▶ _What you have to do_
Pull each line holding the word "junctions" from the data.

▶ _Material for the task_
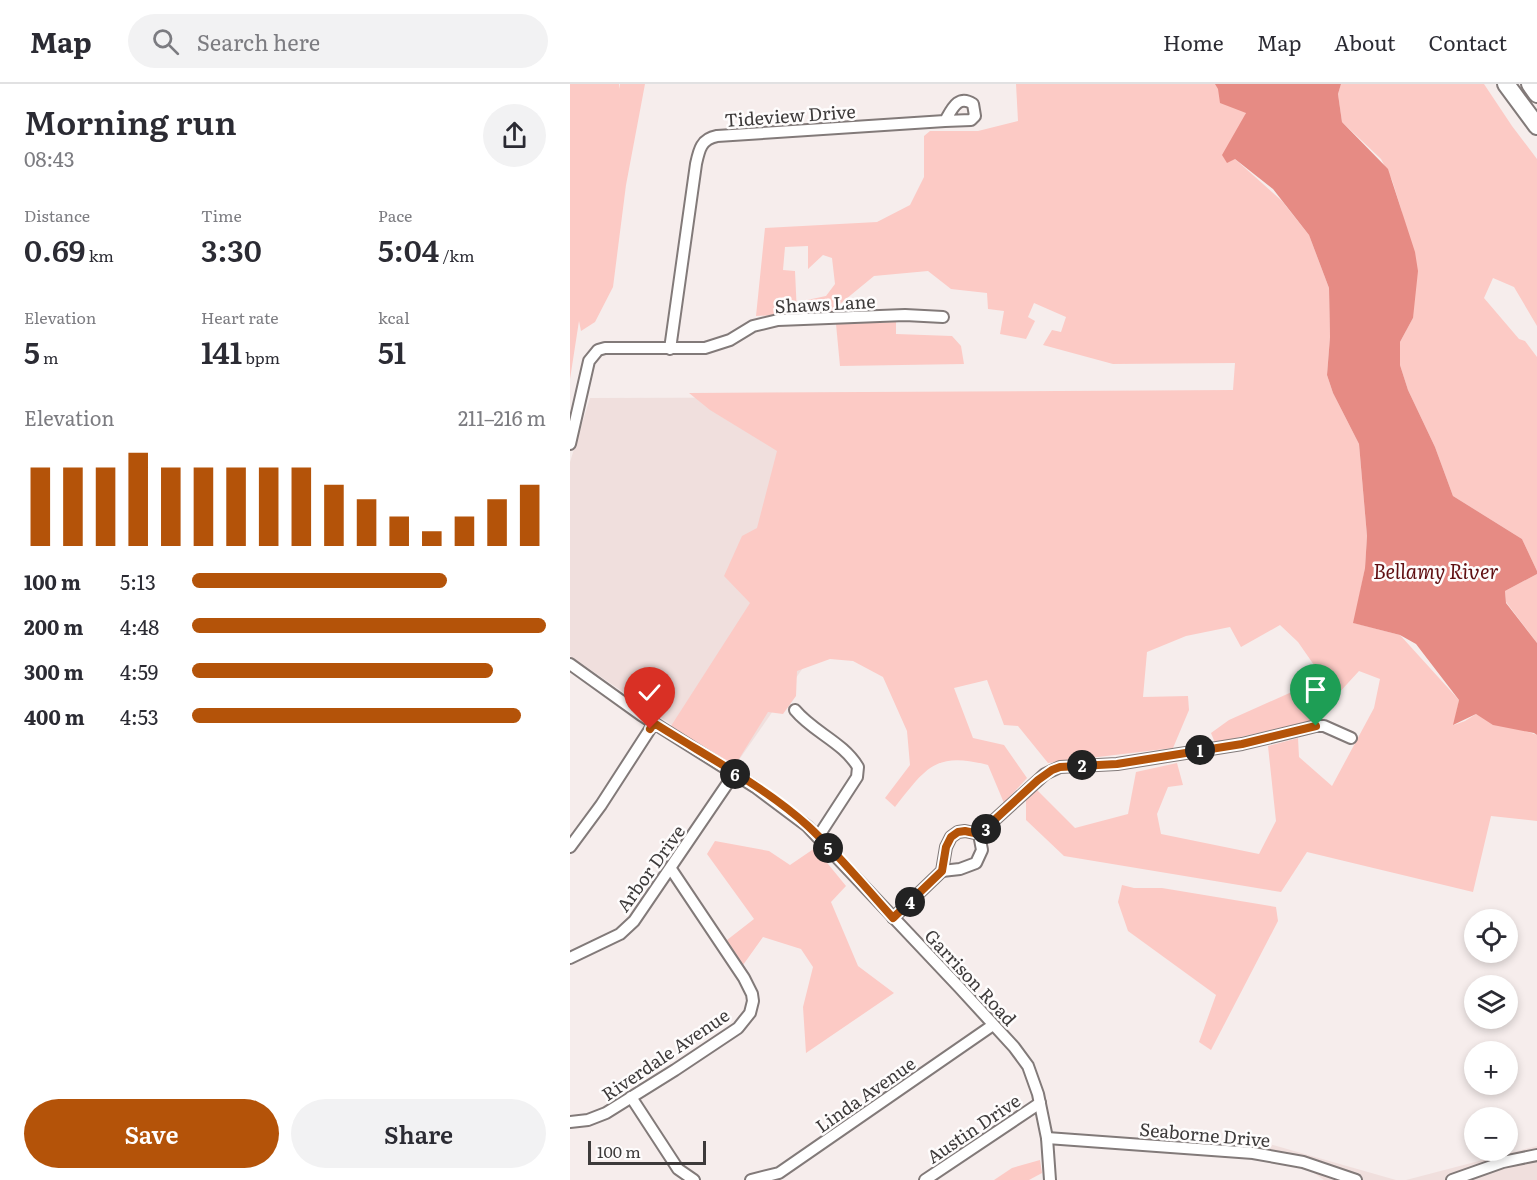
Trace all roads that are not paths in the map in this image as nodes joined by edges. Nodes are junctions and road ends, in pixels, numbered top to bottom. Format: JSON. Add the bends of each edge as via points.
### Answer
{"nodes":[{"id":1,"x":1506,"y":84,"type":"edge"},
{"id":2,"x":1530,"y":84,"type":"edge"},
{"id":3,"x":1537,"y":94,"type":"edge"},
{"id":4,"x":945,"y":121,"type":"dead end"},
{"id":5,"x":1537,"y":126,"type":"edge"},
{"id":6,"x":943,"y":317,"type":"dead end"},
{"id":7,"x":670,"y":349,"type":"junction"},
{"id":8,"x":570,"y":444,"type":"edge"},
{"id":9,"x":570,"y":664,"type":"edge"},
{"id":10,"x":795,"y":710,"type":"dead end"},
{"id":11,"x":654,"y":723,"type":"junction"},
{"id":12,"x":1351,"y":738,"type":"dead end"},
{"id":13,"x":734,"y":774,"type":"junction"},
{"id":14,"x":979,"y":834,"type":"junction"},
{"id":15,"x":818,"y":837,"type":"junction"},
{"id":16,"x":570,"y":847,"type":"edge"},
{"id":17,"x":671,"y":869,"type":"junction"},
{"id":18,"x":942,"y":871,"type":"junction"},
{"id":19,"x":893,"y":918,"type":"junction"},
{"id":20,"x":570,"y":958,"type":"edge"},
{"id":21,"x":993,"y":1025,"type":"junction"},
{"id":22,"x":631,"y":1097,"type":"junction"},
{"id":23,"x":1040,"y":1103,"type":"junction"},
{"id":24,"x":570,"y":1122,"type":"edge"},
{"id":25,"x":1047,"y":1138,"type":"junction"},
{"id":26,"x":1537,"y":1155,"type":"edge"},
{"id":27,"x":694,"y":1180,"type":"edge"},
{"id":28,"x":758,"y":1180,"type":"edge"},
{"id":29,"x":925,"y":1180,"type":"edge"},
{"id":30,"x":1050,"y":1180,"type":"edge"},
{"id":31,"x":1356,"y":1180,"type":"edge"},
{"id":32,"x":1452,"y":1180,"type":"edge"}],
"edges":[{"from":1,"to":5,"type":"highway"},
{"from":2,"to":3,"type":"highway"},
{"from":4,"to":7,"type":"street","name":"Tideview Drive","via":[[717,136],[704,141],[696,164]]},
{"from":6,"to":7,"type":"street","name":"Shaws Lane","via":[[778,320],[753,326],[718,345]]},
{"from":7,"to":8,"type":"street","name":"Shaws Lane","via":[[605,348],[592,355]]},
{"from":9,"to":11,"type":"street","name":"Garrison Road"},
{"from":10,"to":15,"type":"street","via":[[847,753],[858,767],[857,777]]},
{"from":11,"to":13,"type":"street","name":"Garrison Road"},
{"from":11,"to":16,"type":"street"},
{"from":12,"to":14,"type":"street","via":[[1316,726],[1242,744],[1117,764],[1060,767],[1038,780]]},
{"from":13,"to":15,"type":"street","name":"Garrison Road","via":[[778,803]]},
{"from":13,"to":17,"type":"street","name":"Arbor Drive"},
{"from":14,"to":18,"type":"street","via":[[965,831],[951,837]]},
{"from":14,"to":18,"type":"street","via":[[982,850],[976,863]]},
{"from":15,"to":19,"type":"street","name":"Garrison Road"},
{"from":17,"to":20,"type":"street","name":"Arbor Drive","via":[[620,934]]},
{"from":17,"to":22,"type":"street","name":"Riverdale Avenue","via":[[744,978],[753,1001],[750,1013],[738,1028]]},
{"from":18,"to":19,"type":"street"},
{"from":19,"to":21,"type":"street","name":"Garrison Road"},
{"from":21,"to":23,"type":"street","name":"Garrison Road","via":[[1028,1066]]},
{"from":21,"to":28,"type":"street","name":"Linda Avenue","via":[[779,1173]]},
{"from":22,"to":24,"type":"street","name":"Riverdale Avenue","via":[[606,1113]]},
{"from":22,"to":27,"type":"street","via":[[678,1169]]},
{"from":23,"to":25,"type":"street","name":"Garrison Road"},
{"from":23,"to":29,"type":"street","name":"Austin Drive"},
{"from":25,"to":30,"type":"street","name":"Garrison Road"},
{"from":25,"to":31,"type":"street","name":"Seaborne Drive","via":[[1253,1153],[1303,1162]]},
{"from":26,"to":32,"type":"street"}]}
==
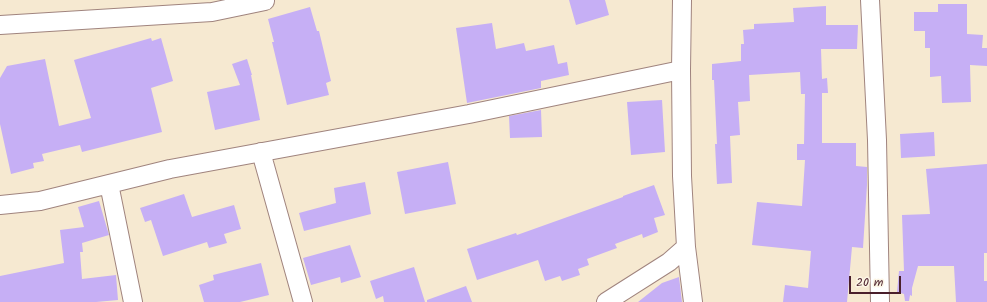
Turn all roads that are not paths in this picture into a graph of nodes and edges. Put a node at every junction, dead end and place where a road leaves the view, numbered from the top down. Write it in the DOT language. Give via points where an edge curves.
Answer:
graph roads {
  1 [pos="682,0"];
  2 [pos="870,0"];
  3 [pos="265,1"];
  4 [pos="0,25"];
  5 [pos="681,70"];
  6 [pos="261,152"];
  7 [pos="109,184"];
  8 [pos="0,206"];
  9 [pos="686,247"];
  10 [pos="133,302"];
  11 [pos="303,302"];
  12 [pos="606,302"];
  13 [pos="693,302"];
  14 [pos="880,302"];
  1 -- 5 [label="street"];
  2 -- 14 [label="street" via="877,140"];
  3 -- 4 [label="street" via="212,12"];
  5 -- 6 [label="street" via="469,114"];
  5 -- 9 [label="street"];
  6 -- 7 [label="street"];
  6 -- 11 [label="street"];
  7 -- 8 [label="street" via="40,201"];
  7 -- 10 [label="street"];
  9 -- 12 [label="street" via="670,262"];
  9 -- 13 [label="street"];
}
...
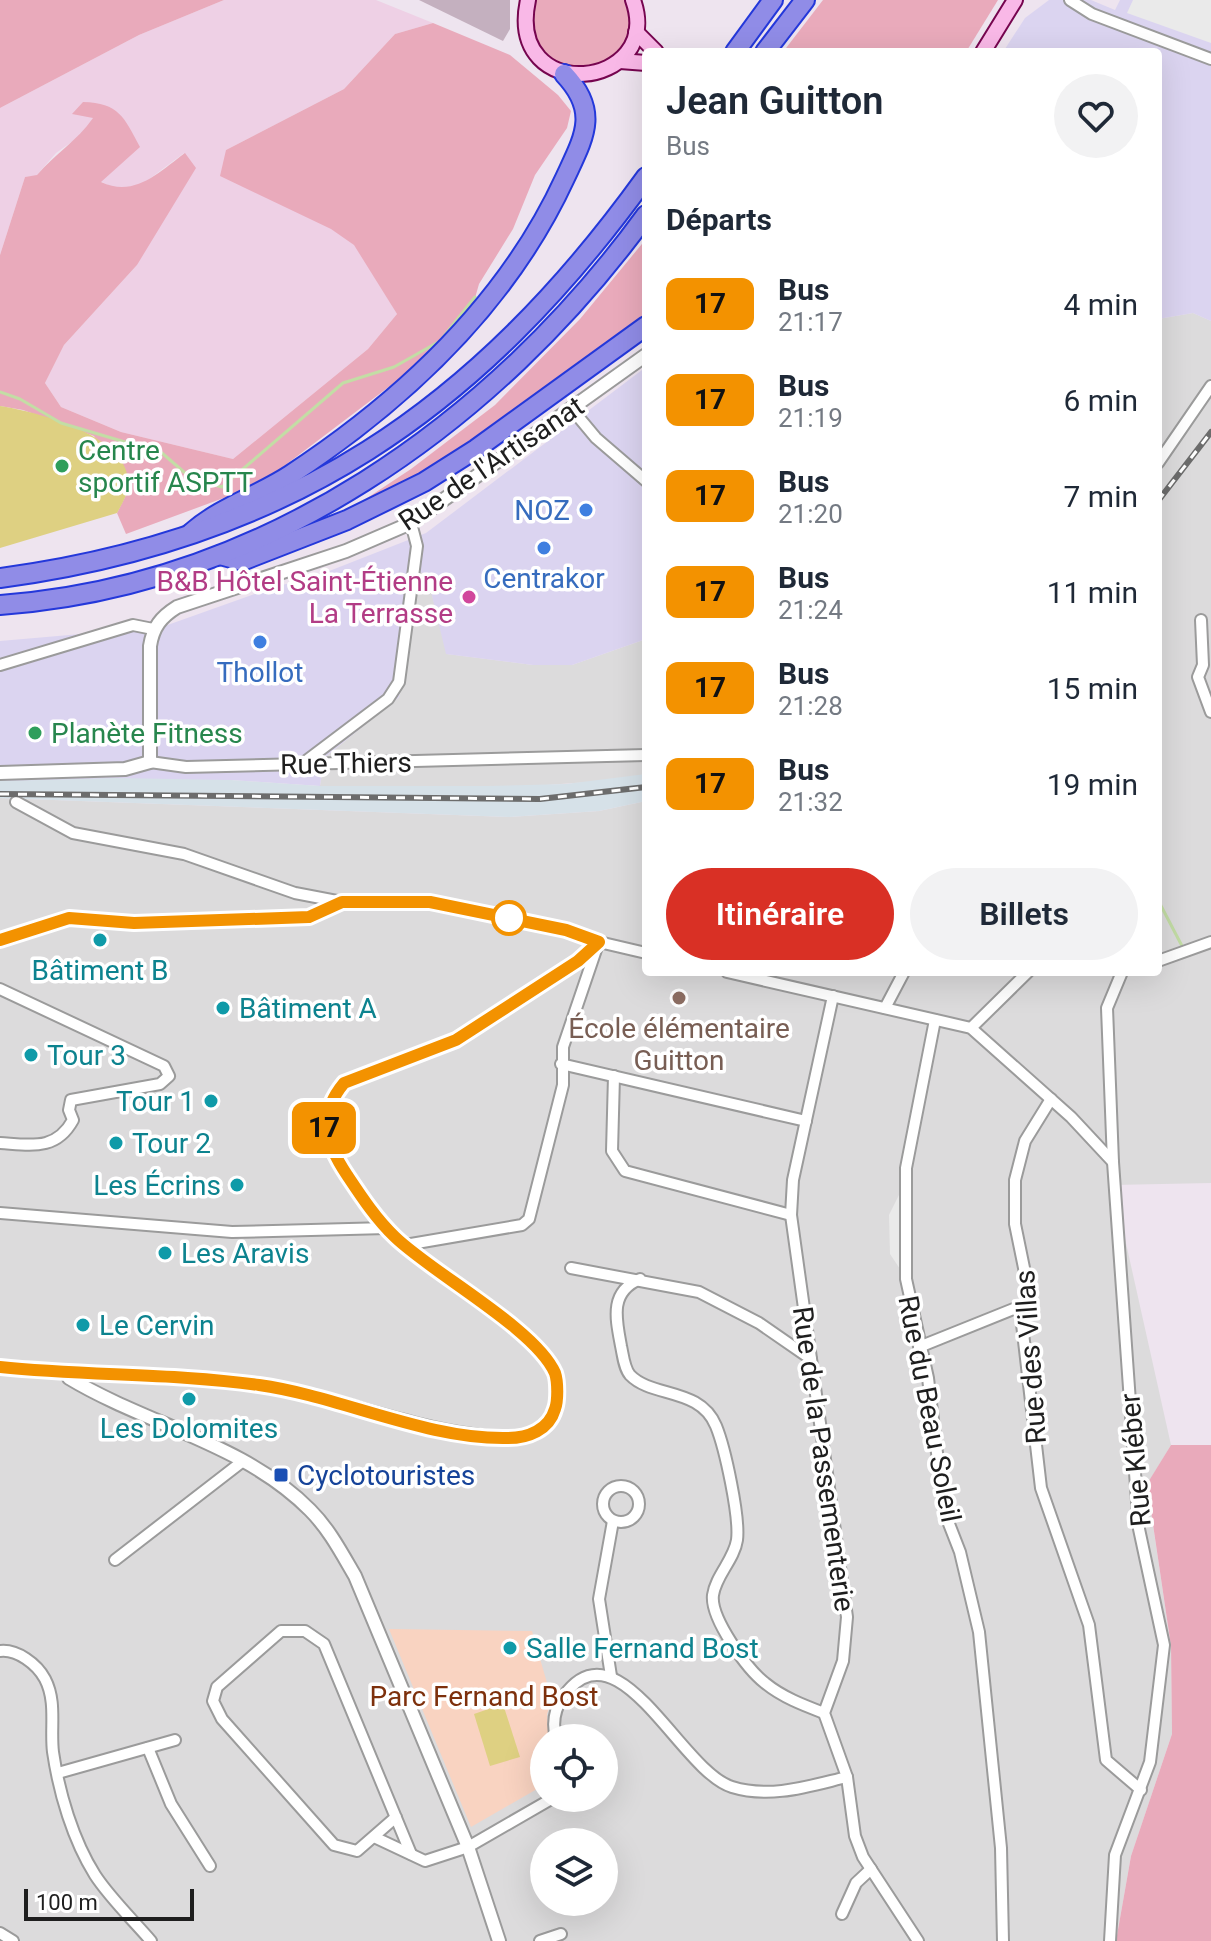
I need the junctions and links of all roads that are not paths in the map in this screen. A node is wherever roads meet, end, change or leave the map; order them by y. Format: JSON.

▶ _Result_
Trace all roads that are not paths in the map in this image as nodes joined by edges. Nodes are junctions and road ends, in pixels, numbered top to bottom. Format: JSON. Add the bends of each edge as via points.
I need the junctions and links of all roads that are not paths in the map in this screen. A node is wherever roads meet, end, change or leave the map; order them by y. Format: JSON.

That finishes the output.